• _Exercise objective_
An exact transcription of every entry is required, with the images left out.

• _Recorded information_
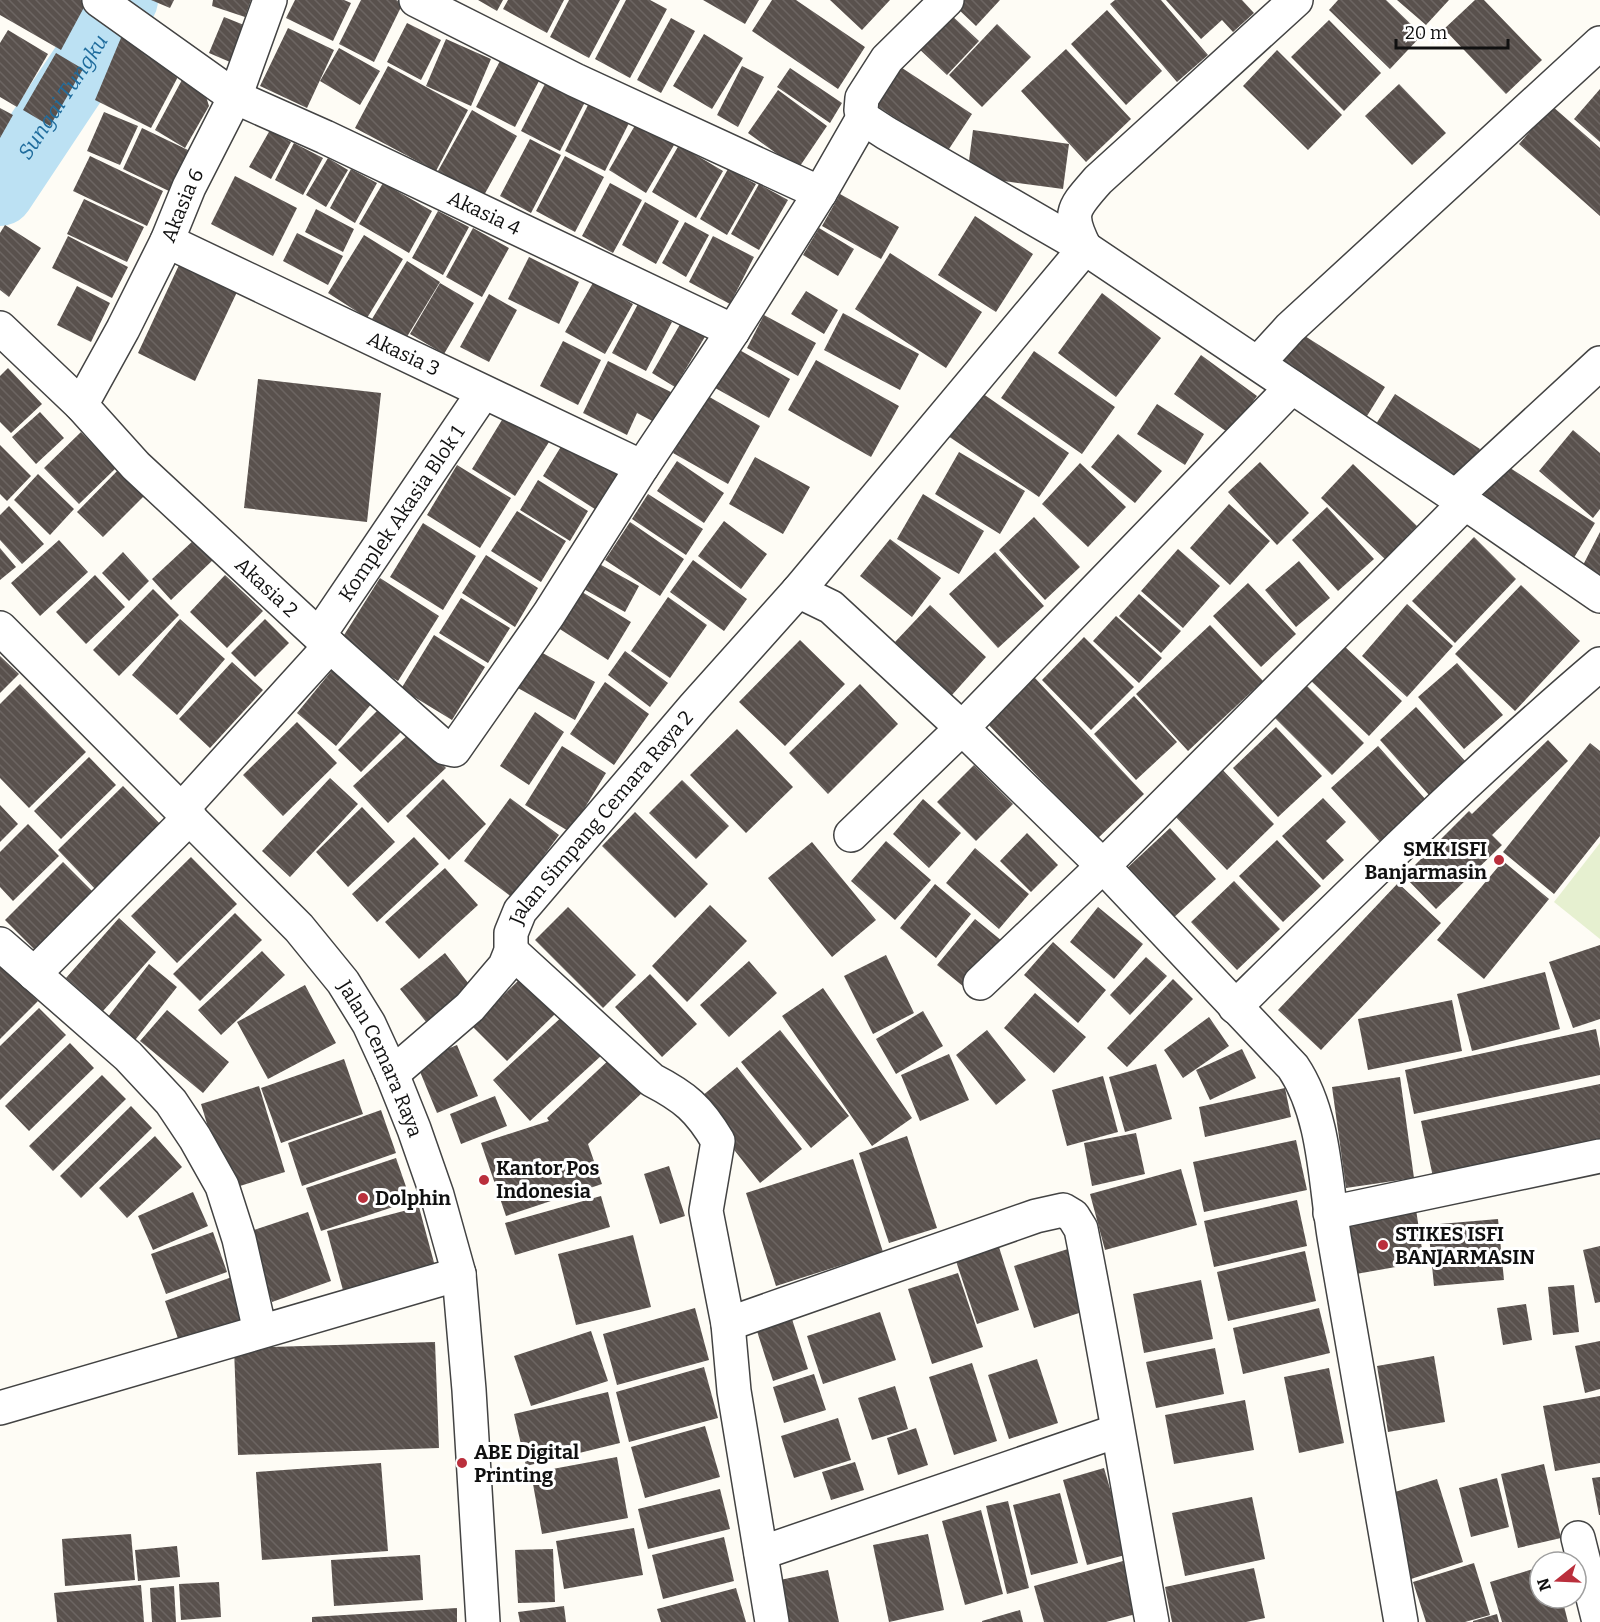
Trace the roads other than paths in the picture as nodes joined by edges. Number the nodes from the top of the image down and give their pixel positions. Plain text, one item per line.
1 (99, 0) edge
2 (270, 0) edge
3 (416, 0) edge
4 (947, 0) edge
5 (1296, 0) edge
6 (1600, 43) edge
7 (235, 97) junction
8 (864, 118) junction
9 (820, 194) junction
10 (167, 242) junction
11 (1085, 248) junction
12 (0, 328) edge
13 (733, 331) junction
14 (1258, 363) junction
15 (1600, 363) edge
16 (1292, 387) junction
17 (483, 393) junction
18 (81, 405) junction
19 (642, 467) junction
20 (1461, 499) junction
21 (798, 591) junction
22 (1600, 596) edge
23 (0, 628) edge
24 (325, 640) junction
25 (1600, 664) edge
26 (962, 728) junction
27 (186, 813) junction
28 (851, 835) dead end
29 (1103, 866) junction
30 (0, 944) edge
31 (512, 951) junction
32 (34, 974) junction
33 (980, 983) dead end
34 (1235, 1007) junction
35 (392, 1074) junction
36 (1600, 1156) edge
37 (1330, 1213) junction
38 (459, 1274) junction
39 (728, 1324) junction
40 (260, 1331) junction
41 (0, 1408) edge
42 (1117, 1431) junction
43 (1578, 1538) dead end
44 (761, 1553) junction
45 (483, 1622) edge
46 (771, 1622) edge
47 (1152, 1622) edge
48 (1401, 1622) edge
49 (1599, 1622) edge

1 - 7 street, Akasia 4
2 - 7 street, Akasia 6
3 - 9 street
4 - 8 street
5 - 11 street
6 - 14 street
7 - 10 street, Akasia 6
7 - 13 street, Akasia 4
8 - 9 street
8 - 11 street
9 - 13 street
10 - 17 street, Akasia 3
10 - 18 street, Akasia 6
11 - 14 street
11 - 21 street, Jalan Simpang Cemara Raya 2
12 - 18 street, Akasia 2
13 - 19 street
14 - 16 street
15 - 20 street
16 - 20 street
16 - 26 street
17 - 19 street, Akasia 3
17 - 24 street, Komplek Akasia Blok 1
18 - 24 street, Akasia 2
19 - 24 street, Akasia 2
20 - 22 street
20 - 29 street
21 - 26 street
21 - 31 street, Jalan Simpang Cemara Raya 2
23 - 27 street, Jalan Cemara Raya
24 - 27 street, Komplek Akasia Blok 1
25 - 34 street
26 - 28 street
26 - 29 street
27 - 32 street, Komplek Akasia Blok 1
27 - 35 street, Jalan Cemara Raya
29 - 33 street
29 - 34 street
30 - 32 street
31 - 35 street, Jalan Simpang Cemara Raya 2
31 - 39 street
32 - 40 street
34 - 37 street
35 - 38 street, Jalan Cemara Raya
36 - 37 street
37 - 48 street
38 - 40 street
38 - 45 street, Jalan Cemara Raya
39 - 42 street
39 - 44 street
40 - 41 street
42 - 44 street
42 - 47 street
43 - 49 street
44 - 46 street

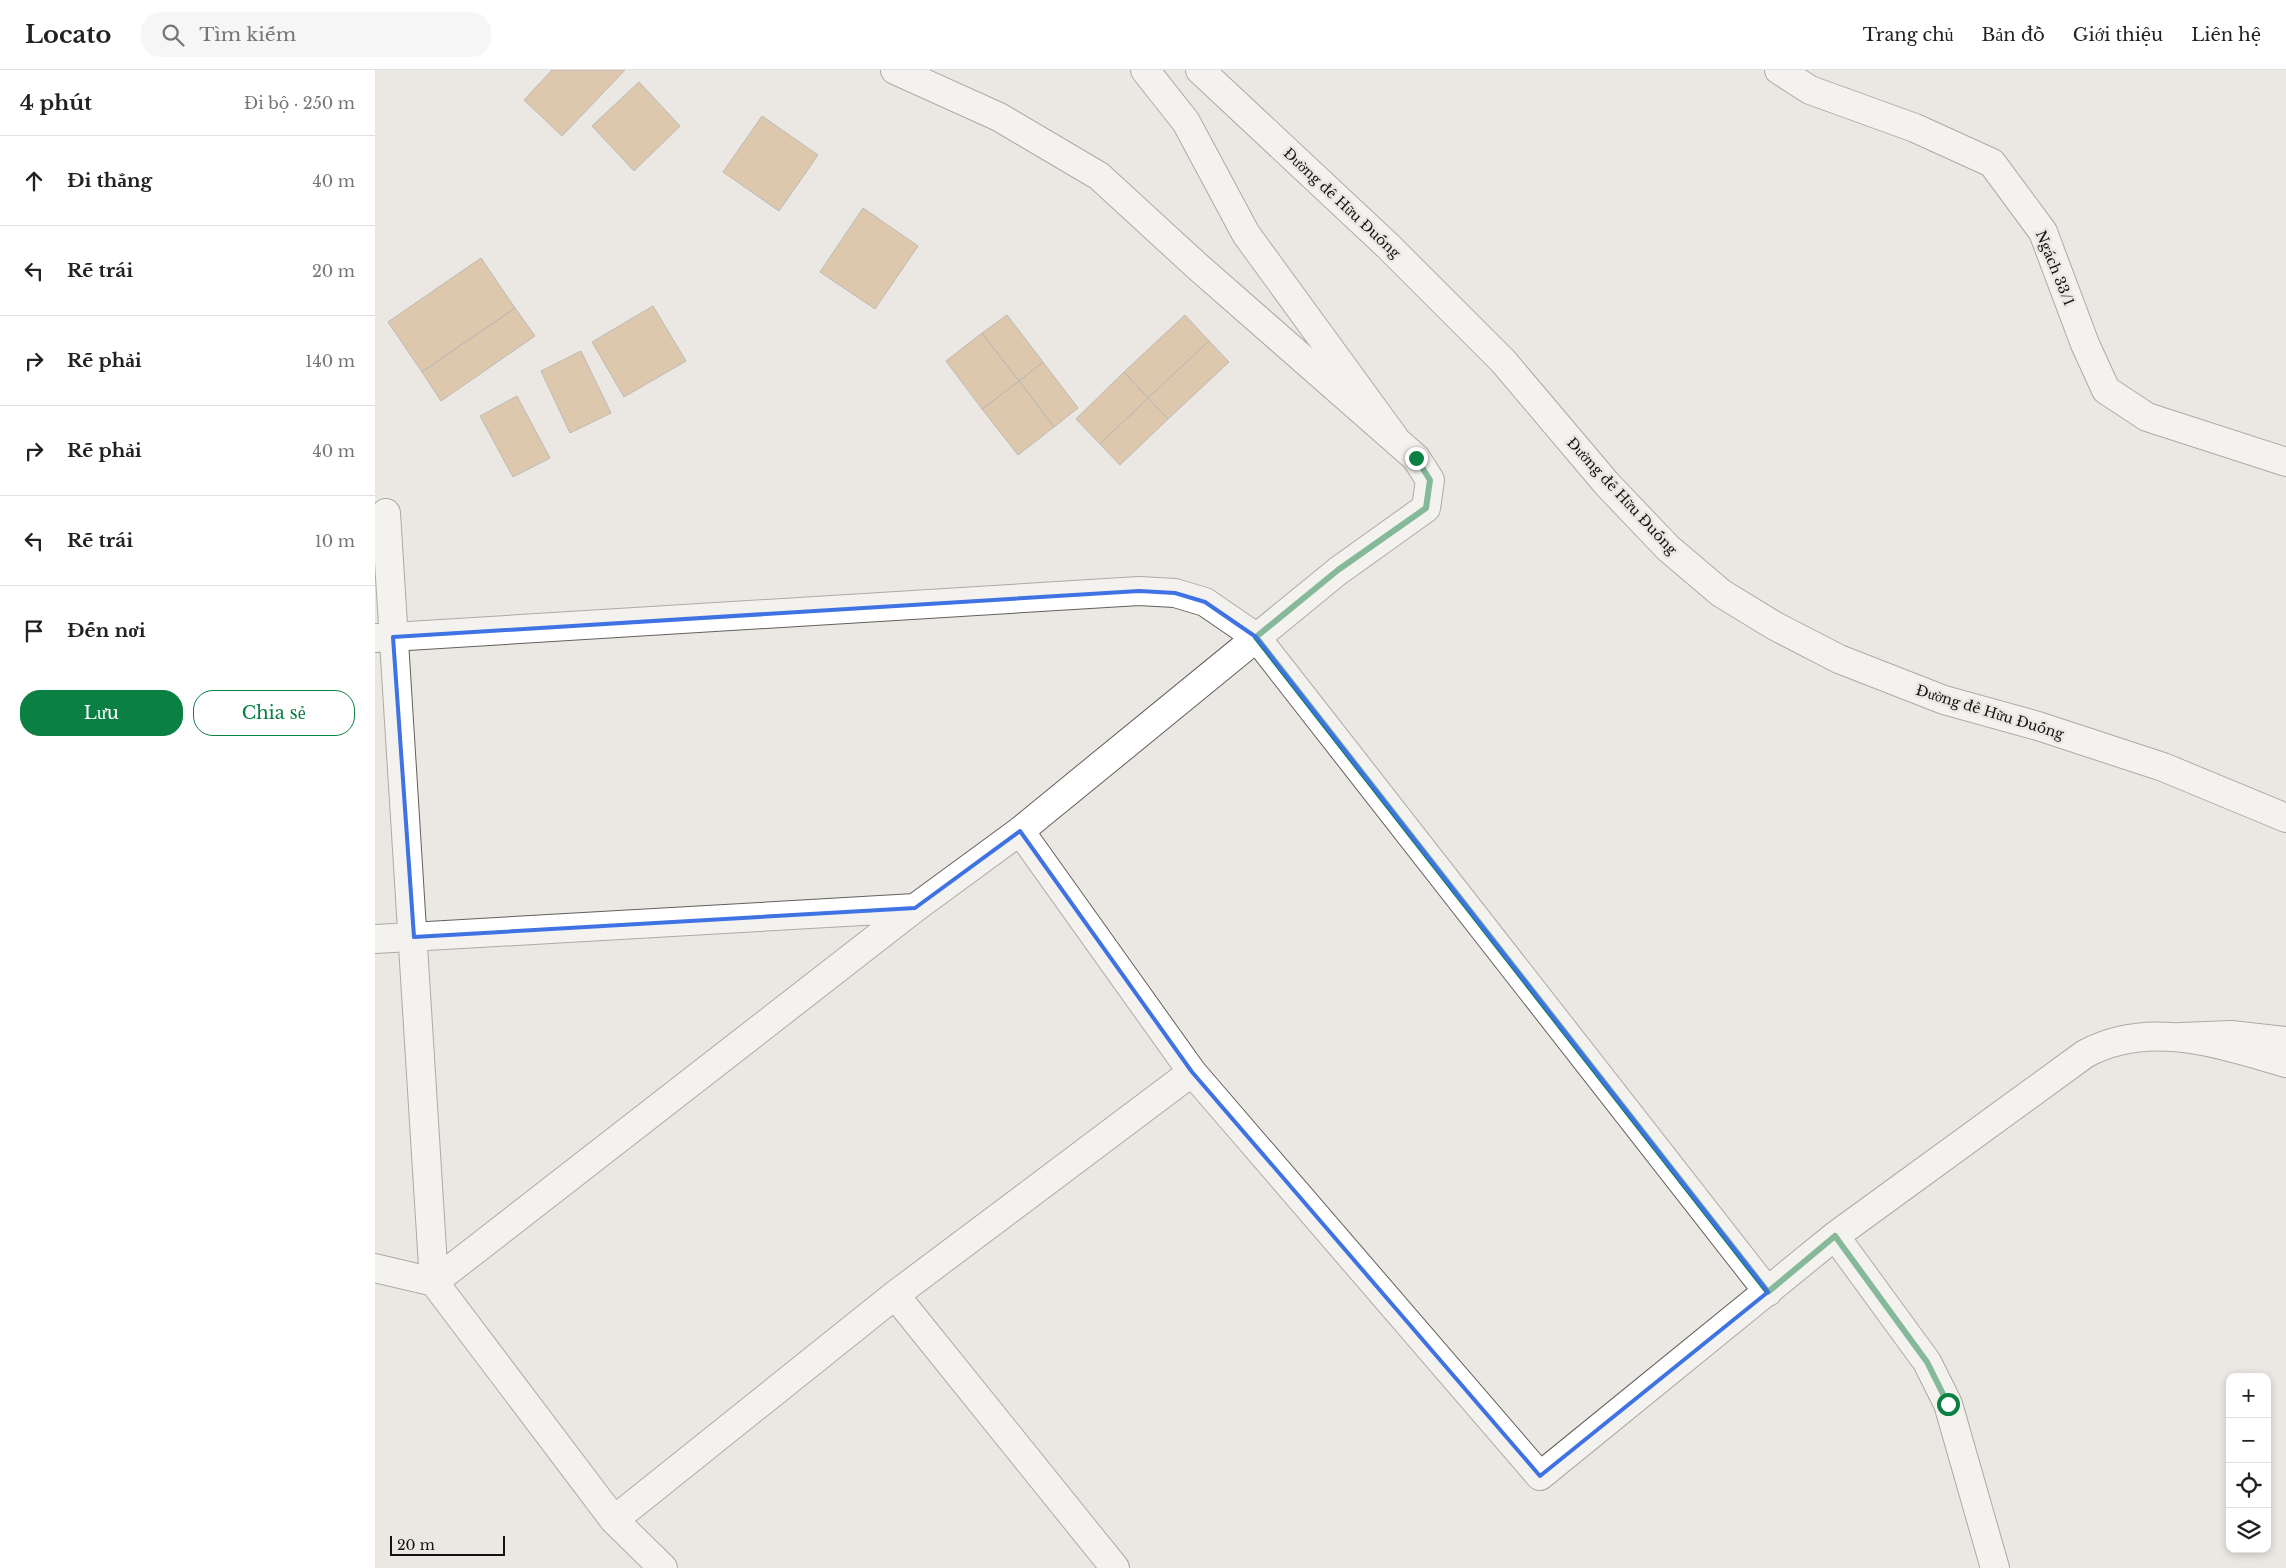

• _Written response_
Trace the roads other than paths in the picture as nodes joined by edges. Number the nodes from the top of the image down and give their pixel positions. Plain text, one item per line.
1 (99, 0) edge
2 (270, 0) edge
3 (416, 0) edge
4 (947, 0) edge
5 (1296, 0) edge
6 (1600, 43) edge
7 (235, 97) junction
8 (864, 118) junction
9 (820, 194) junction
10 (167, 242) junction
11 (1085, 248) junction
12 (0, 328) edge
13 (733, 331) junction
14 (1258, 363) junction
15 (1600, 363) edge
16 (1292, 387) junction
17 (483, 393) junction
18 (81, 405) junction
19 (642, 467) junction
20 (1461, 499) junction
21 (798, 591) junction
22 (1600, 596) edge
23 (0, 628) edge
24 (325, 640) junction
25 (1600, 664) edge
26 (962, 728) junction
27 (186, 813) junction
28 (851, 835) dead end
29 (1103, 866) junction
30 (0, 944) edge
31 (512, 951) junction
32 (34, 974) junction
33 (980, 983) dead end
34 (1235, 1007) junction
35 (392, 1074) junction
36 (1600, 1156) edge
37 (1330, 1213) junction
38 (459, 1274) junction
39 (728, 1324) junction
40 (260, 1331) junction
41 (0, 1408) edge
42 (1117, 1431) junction
43 (1578, 1538) dead end
44 (761, 1553) junction
45 (483, 1622) edge
46 (771, 1622) edge
47 (1152, 1622) edge
48 (1401, 1622) edge
49 (1599, 1622) edge

1 - 7 street, Akasia 4
2 - 7 street, Akasia 6
3 - 9 street
4 - 8 street
5 - 11 street
6 - 14 street
7 - 10 street, Akasia 6
7 - 13 street, Akasia 4
8 - 9 street
8 - 11 street
9 - 13 street
10 - 17 street, Akasia 3
10 - 18 street, Akasia 6
11 - 14 street
11 - 21 street, Jalan Simpang Cemara Raya 2
12 - 18 street, Akasia 2
13 - 19 street
14 - 16 street
15 - 20 street
16 - 20 street
16 - 26 street
17 - 19 street, Akasia 3
17 - 24 street, Komplek Akasia Blok 1
18 - 24 street, Akasia 2
19 - 24 street, Akasia 2
20 - 22 street
20 - 29 street
21 - 26 street
21 - 31 street, Jalan Simpang Cemara Raya 2
23 - 27 street, Jalan Cemara Raya
24 - 27 street, Komplek Akasia Blok 1
25 - 34 street
26 - 28 street
26 - 29 street
27 - 32 street, Komplek Akasia Blok 1
27 - 35 street, Jalan Cemara Raya
29 - 33 street
29 - 34 street
30 - 32 street
31 - 35 street, Jalan Simpang Cemara Raya 2
31 - 39 street
32 - 40 street
34 - 37 street
35 - 38 street, Jalan Cemara Raya
36 - 37 street
37 - 48 street
38 - 40 street
38 - 45 street, Jalan Cemara Raya
39 - 42 street
39 - 44 street
40 - 41 street
42 - 44 street
42 - 47 street
43 - 49 street
44 - 46 street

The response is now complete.